──────── SUPPLIED MATERIAL ────────

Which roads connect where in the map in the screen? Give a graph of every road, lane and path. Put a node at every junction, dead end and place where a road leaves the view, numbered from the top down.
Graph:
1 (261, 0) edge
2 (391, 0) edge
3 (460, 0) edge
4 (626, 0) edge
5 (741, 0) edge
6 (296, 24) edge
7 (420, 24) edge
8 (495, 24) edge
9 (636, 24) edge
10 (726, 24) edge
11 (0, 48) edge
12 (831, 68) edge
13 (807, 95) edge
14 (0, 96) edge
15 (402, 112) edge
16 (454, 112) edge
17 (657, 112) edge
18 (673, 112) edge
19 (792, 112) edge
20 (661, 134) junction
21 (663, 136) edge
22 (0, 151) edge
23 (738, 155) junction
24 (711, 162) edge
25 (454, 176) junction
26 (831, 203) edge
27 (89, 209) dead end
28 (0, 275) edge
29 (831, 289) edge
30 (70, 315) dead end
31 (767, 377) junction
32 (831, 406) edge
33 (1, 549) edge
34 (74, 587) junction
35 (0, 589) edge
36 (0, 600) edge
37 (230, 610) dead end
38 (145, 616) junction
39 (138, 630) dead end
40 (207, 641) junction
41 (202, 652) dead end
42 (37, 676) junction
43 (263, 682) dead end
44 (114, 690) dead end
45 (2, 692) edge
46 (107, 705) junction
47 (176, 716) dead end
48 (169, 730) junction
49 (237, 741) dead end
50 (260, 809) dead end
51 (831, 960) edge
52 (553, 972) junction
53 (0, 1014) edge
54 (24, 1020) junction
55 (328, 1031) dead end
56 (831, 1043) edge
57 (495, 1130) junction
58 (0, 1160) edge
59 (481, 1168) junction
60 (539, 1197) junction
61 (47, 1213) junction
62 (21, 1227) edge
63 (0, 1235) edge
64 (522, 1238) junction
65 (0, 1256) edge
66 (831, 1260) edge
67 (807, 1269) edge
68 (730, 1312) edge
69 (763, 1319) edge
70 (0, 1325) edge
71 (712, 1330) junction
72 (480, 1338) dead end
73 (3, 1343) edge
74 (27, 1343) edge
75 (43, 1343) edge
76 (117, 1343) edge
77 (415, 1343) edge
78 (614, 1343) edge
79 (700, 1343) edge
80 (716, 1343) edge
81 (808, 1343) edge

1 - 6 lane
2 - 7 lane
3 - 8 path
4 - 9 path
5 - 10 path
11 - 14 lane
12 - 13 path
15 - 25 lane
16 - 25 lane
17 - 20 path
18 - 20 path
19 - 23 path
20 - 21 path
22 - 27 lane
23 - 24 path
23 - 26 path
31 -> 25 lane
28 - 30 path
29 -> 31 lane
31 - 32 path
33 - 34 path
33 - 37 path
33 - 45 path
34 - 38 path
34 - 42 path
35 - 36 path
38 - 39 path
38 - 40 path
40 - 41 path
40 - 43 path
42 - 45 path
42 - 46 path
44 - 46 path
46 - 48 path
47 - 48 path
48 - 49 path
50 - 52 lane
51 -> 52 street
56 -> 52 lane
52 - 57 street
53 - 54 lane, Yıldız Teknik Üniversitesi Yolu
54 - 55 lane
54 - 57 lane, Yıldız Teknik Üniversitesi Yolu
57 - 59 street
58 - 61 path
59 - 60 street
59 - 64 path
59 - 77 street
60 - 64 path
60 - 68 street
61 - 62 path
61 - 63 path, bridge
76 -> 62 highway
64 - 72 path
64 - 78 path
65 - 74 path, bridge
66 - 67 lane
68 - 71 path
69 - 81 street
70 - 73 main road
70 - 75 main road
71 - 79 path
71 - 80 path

────────

## PROBLEM STATEMENT
If a line contains the string "road", it counts toward the total; state that total for the records above and nothing more.

## RESULT
3